Mosche Rabeinu, der einflussreichste Leader, den unser Volk je hatte, würde sich aus heutiger Sicht nicht als nationaler politischer Leader qualifizieren.
Seine Antwort auf G’ttes Anordnung:
וְעַתָּ֣ה לְכָ֔ה וְאֶֽשְׁלָחֲךָ֖ אֶל־פַּרְעֹ֑ה וְהוֹצֵ֛א אֶת־עַמִּ֥י בְנֵֽי־יִשְׂרָאֵ֖ל מִמִּצְרָֽיִם׃
„So komm, ich will dich zum Pharao schicken, und du sollst mein Volk, die Israeliten, aus Ägypten befreien.“ – war, dass er dies ablehnte.
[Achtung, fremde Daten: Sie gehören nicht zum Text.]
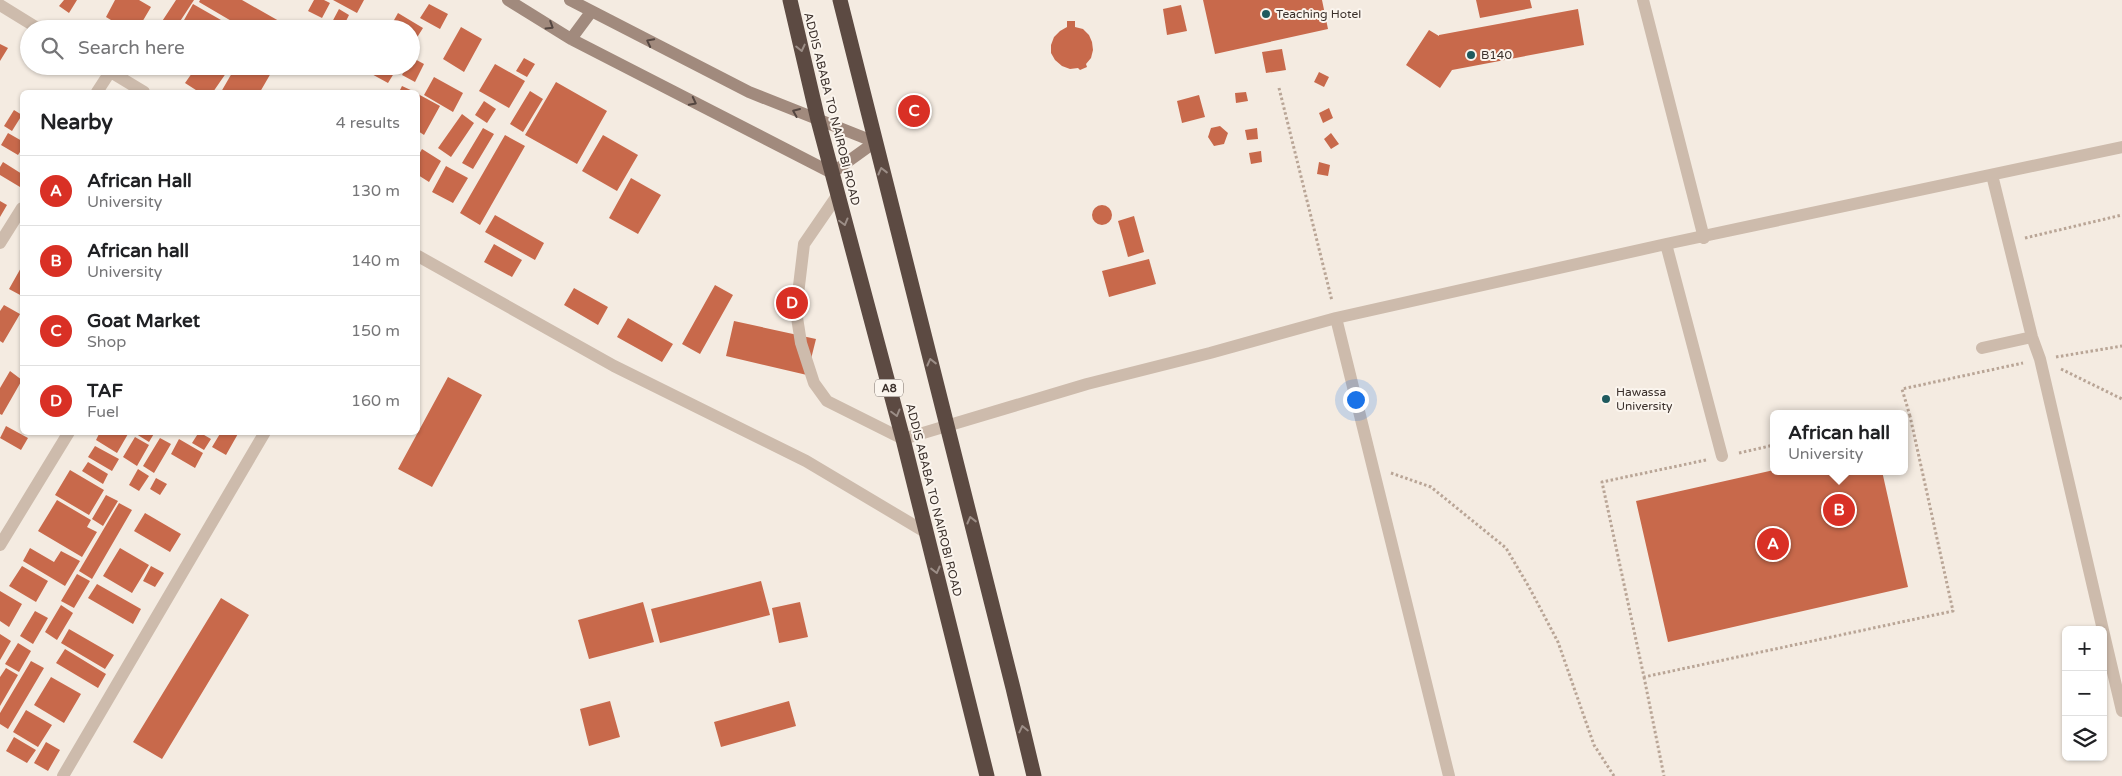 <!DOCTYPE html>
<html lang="en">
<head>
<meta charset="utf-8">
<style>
	:root { --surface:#fff; --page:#f2f2f2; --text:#202124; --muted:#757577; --line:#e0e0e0; --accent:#d93025 }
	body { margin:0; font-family:"Varela Round",sans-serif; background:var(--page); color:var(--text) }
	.controls { position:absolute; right:15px; bottom:15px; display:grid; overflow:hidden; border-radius:8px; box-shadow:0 1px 4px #0004 }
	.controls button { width:45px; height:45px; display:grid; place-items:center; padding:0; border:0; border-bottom:1px solid var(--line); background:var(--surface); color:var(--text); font:25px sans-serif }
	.you { position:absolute; left:1355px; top:399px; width:18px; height:18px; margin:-12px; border:4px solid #fff; border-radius:50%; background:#1a73e8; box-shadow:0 0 0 8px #1a73e833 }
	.badge { display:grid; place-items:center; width:32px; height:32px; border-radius:50%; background:var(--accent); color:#fff; font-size:16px; font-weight:700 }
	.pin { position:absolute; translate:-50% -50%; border:2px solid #fff; box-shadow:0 1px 5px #0006 }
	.popup { position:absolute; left:1770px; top:410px; width:138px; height:65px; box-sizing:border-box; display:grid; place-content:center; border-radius:8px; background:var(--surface); filter:drop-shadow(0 1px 4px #0005); font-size:16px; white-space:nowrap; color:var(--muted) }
	.popup b { font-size:19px; color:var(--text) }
	.popup::after { content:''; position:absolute; left:50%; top:100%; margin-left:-10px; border:10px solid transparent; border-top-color:var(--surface) }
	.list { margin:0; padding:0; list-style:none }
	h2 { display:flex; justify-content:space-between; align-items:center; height:65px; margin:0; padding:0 20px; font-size:21px }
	h2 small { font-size:16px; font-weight:400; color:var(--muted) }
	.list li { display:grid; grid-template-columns:32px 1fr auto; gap:15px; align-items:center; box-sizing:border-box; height:70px; padding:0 20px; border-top:1px solid var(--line) }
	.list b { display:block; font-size:19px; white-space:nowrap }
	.list p { margin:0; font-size:16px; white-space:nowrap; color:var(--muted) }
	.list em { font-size:16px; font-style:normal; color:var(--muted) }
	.icon { flex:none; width:28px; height:28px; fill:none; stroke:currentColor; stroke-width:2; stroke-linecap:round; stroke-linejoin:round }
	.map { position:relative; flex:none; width:2122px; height:776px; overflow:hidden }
	.search { position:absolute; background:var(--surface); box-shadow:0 1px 4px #0004; left:20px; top:20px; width:400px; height:55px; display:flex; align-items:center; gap:12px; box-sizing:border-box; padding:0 18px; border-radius:28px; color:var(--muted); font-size:19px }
	.panel { position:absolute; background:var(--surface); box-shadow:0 1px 4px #0004; left:20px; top:90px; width:400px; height:345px; border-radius:8px }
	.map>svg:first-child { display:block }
</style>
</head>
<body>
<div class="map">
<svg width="2122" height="776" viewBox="0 0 2122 776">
	<rect width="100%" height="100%" fill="#f4ebe1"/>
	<path fill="#c8694b" d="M 64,0 L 77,0 L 69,13 L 59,6 Z
		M 115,0 L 139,0 L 151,7 L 138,29 L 126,29 L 106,17 Z
		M 176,0 L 194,0 L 175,29 L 157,29 Z
		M 200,0 L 242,0 L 293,29 L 245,29 L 199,2 Z
		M 314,0 L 324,0 L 330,3 L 322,18 L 308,11 Z
		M 333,0 L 364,0 L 357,13 Z
		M 1203,0 L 1322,0 L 1328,29 L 1215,54 Z
		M 1476,0 L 1530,0 L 1532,8 L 1480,18 Z
		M 193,4 L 221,20 L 216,29 L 179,29 Z
		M 429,4 L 448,14 L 440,29 L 420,18 Z
		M 1181,5 L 1187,31 L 1167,35 L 1163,9 Z
		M 339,9 L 349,15 L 342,29 L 331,24 Z
		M 1578,9 L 1584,45 L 1452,70 L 1440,88 L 1406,65 L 1429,30 L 1439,36 L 1439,35 Z
		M 398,13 L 423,28 L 411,47 L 411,29 L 389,29 Z
		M 1067,21 L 1075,21 L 1075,27 L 1083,29 L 1089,35 L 1092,42 L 1093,50 L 1091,58 L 1086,64 L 1087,67 L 1080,70 L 1078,68 L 1070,69 L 1062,66 L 1055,60 L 1051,53 L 1051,45 L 1054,37 L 1060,31 L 1067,27 Z
		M 226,22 L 237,29 L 222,29 Z
		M 461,27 L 482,39 L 464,72 L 443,59 Z
		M 0,44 L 8,48 L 0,61 Z
		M 1282,49 L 1286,70 L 1266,73 L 1262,52 Z
		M 411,57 L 424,64 L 415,82 L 402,75 L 407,66 L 411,66 Z
		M 524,58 L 535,64 L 527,77 L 516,71 Z
		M 495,64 L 525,81 L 509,108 L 479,91 Z
		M 197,66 L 231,66 L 213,92 L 199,92 L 185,83 Z
		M 236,66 L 275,66 L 260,92 L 221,92 Z
		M 357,66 L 390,66 L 396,70 L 388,83 Z
		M 1319,72 L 1329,77 L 1324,87 L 1314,82 Z
		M 434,77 L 463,93 L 453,112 L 424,95 Z
		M 556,82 L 607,111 L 577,164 L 525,135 Z
		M 402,86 L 415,92 L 399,92 Z
		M 530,91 L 543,99 L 523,132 L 510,124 Z
		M 1246,92 L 1248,101 L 1236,103 L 1235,93 Z
		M 418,94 L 440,106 L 424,135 L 418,131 L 418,114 L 420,110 L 418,109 Z
		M 1199,95 L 1205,117 L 1182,123 L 1177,101 Z
		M 484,101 L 496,109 L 487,123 L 475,115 Z
		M 1329,108 L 1333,118 L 1323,123 L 1319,113 Z
		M 14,110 L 22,115 L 12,131 L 4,126 Z
		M 462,114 L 474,123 L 451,157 L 438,148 Z
		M 1220,126 L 1228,133 L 1224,144 L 1214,146 L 1208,137 L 1211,128 Z
		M 483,128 L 494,134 L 473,169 L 462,163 Z
		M 1257,128 L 1258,139 L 1247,140 L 1245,130 Z
		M 8,133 L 22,141 L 22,149 L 18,155 L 1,145 Z
		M 1331,133 L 1339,144 L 1331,149 L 1324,139 Z
		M 505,135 L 525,146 L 480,225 L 460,213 Z
		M 603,135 L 638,155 L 617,191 L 582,171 Z
		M 422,149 L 441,161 L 429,182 L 418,175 L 418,156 Z
		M 1261,151 L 1262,162 L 1251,164 L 1249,153 Z
		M 3,162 L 22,174 L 22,183 L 20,187 L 0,175 L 0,167 Z
		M 1319,162 L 1330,165 L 1328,176 L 1317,174 Z
		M 446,166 L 468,178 L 453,203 L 432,192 Z
		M 631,178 L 661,195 L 638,234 L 609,218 Z
		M 0,201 L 7,205 L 0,217 Z
		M1092 215a10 10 0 1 1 20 0a10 10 0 1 1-20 0Z
		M 495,215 L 544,243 L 535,260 L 485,232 Z
		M 1134,216 L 1144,252 L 1128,257 L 1118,221 Z
		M 494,244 L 522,260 L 512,277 L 484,262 Z
		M 1149,259 L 1156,284 L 1109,297 L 1102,271 Z
		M 22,266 L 22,296 L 9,289 Z
		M 715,285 L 733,295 L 700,354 L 682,344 Z
		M 574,288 L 608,307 L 598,325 L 564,305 Z
		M 4,305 L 20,314 L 3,343 L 0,341 L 0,311 Z
		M 628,318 L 673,344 L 662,362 L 617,337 Z
		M 734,321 L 816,339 L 807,375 L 726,356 Z
		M 10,371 L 22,380 L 2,415 L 0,414 L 0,388 Z
		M 448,377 L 482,395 L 432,487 L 398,469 Z
		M 6,426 L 28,438 L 21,450 L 0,438 Z
		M 100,432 L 125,432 L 128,434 L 117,453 L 96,440 Z
		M 133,432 L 155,432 L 149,442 Z
		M 199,432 L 211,439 L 204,450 L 192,443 Z
		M 221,432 L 239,432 L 226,455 L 212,447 Z
		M 135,437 L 149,445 L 137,466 L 123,457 Z
		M 160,438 L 171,444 L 154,473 L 143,466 Z
		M 179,439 L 203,453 L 195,468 L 171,454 Z
		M 95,446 L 119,459 L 112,471 L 88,457 Z
		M 88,462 L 108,474 L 103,484 L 82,471 Z
		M 138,469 L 149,476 L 139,491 L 129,485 Z
		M 70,470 L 104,490 L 89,515 L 55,495 Z
		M 1774,470 L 1774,471 L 1882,471 L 1908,587 L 1668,642 L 1636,501 Z
		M 156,478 L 167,484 L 160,495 L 150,489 Z
		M 106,495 L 118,501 L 103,526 L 92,519 Z
		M 57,500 L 91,520 L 87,527 L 97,532 L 82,557 L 38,531 Z
		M 119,503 L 132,510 L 92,579 L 79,571 Z
		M 145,513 L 181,534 L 170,552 L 134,531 Z
		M 30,548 L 54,562 L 61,551 L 80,561 L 65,586 L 23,561 Z
		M 120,548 L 149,565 L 132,593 L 103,576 Z
		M 22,566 L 48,581 L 36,602 L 9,586 Z
		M 151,566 L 164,573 L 155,587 L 143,581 Z
		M 77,574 L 90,581 L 74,608 L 61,601 Z
		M 761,581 L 770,615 L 660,643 L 651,609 Z
		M 97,584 L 141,609 L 133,624 L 88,598 Z
		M 0,591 L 22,604 L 9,627 L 0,621 Z
		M 221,598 L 249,615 L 162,759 L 133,742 Z
		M 643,602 L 654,642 L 589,659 L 578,620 Z
		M 800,602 L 808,637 L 779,643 L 772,608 Z
		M 61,605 L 73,613 L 57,640 L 45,632 Z
		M 35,611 L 48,618 L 33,644 L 20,636 Z
		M 69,629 L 114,655 L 105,669 L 61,643 Z
		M 0,634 L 11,641 L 0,660 Z
		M 18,643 L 31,651 L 19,672 L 5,664 Z
		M 65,649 L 106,674 L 98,688 L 56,663 Z
		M 31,661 L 44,668 L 8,729 L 0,724 L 0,713 Z
		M 6,668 L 18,675 L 0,706 L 0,677 Z
		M 51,677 L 81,694 L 64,723 L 34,705 Z
		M 610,701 L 620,737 L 589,746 L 580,709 Z
		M 789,701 L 796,726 L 721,747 L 714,722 Z
		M 26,710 L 52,725 L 38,747 L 13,732 Z
		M 14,737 L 36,750 L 27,763 L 6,751 Z
		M 46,742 L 60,750 L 48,771 L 34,763 Z"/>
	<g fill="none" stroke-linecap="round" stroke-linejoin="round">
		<path stroke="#b9a596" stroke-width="3" stroke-dasharray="2.5 2.5" stroke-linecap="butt" d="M 1279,88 L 1332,301
			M 2025,238 L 2122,215
			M 2056,357 L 2122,346
			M 2061,369 L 2122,399
			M 1910,416 L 1902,389 L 2023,363
			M 1739,453 L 1774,445
			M 1706,460 L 1602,482 L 1644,677 L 1953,611 L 1910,416 L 1904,418
			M 1391,473 L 1431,487 L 1506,548 L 1529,587 L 1558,642 L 1594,745 L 1614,776
			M 1644,677 L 1664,776"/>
		<path stroke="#cdbbac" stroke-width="12" d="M 1643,0 L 1704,238
			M 1992,175 L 2032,337 L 2040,359 L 2103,630
			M 837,196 L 804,244 L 796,311 L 801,343 L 814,383 L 827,401 L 903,439 L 1087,384 L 1210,353 L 1336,318 L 1666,244 L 2122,147
			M 1666,244 L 1722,456
			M 1336,318 L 1449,776
			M 1982,348 L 2032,337
			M 2103,630 L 2122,711"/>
		<path stroke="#cdbbac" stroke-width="12" d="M 0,5 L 39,29
			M 101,66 L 144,92
			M 97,92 L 110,72
			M 0,243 L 22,208
			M 418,256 L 614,366 L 806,461 L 927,533
			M 0,545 L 69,432
			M 63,776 L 265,432"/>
		<path stroke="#a18a7d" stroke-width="12" d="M 508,0 L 571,39 L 832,173 L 875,142
			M 570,0 L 749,92 L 875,142
			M 571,39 L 591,12"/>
		<path stroke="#5c4a42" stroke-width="15" d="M 790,0 L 818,120 L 903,439 L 987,776
			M 840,0 L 1013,688 L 1034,776"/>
	</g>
	<defs><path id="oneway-chevron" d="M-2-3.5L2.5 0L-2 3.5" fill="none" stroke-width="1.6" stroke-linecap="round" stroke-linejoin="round" transform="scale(1.25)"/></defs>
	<g stroke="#544640">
		<use href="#oneway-chevron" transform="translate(550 26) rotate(32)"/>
		<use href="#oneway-chevron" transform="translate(650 42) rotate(-153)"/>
		<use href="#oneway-chevron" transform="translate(693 102) rotate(27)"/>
		<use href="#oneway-chevron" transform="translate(796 112) rotate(-157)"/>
	</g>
	<g stroke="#9c8e87">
		<use href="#oneway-chevron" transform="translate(801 48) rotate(77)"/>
		<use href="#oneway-chevron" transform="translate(882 171) rotate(-104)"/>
		<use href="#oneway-chevron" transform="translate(844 222) rotate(75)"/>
		<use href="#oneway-chevron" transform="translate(931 362) rotate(-104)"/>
		<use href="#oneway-chevron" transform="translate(896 413) rotate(75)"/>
		<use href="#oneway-chevron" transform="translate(971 520) rotate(-104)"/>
		<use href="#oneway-chevron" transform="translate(936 570) rotate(76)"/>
		<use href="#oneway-chevron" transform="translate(1023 729) rotate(-103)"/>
	</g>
	<g fill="#1f5a5e" stroke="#fbf5ee" stroke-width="2">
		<circle cx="1266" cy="14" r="5"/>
		<circle cx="1471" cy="55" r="5"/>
		<circle cx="1606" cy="399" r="5"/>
	</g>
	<g text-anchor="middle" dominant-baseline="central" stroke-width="4" stroke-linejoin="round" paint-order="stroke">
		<rect fill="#fbf5ee" stroke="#756b66" stroke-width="1" x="875" y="379.5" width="28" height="17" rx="4"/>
		<g font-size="11" font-weight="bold" fill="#3b302b">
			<text x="889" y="388">A8</text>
		</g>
		<g font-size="12" fill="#3b302b" stroke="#fbf5ee" text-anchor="start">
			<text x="1276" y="14">Teaching Hotel</text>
			<text x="1481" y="55">B140</text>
			<text x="1616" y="392">Hawassa<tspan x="1616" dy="14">University</tspan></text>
		</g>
		<g font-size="12" fill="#3b302b" stroke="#fbf5ee">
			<text transform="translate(832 109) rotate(76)">ADDIS ABABA TO NAIROBI ROAD</text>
			<text transform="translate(934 500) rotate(76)">ADDIS ABABA TO NAIROBI ROAD</text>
		</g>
	</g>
</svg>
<div class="controls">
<button>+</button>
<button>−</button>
<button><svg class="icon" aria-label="layers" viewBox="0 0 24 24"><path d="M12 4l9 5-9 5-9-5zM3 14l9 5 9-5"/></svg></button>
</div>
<div class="you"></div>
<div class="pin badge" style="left:1773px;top:544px">A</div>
<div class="pin badge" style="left:1839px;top:510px">B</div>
<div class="popup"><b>African hall</b>University</div>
<div class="pin badge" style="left:914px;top:111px">C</div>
<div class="pin badge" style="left:792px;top:303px">D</div>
<div class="search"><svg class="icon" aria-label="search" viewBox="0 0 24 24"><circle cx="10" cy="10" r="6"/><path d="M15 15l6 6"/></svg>Search here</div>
<section class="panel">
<h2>Nearby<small>4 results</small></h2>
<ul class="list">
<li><span class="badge">A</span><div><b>African Hall</b><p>University</p></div><em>130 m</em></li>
<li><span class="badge">B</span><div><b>African hall</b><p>University</p></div><em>140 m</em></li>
<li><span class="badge">C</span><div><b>Goat Market</b><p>Shop</p></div><em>150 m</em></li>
<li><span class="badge">D</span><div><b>TAF</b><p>Fuel</p></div><em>160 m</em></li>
</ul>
</section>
</div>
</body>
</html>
Nicht einmal, nicht zweimal. Er lehnte das Ansinnen viermal ab! Zuerst mit der Begründung, die Israeliten würden nicht glauben, dass er auserwählt sei, sie zu führen. Später rechtfertigte er seine Ablehnung damit, dass seine Sprache „langsam“ sei.
Was war der wahre Grund?
Im Laufe dieses „Gesprächs“ stellt sich schließlich heraus, dass das eigentliche Problem Mosche Rabeinus Sorge war, dass Aharon, der ältere Bruder, neidisch sein könnte.
Erst als G’tt ihm versichert, dass Aharon glücklich sein wird, nimmt er den Auftrag an. (Wie weit weg von der heutigen Politik…)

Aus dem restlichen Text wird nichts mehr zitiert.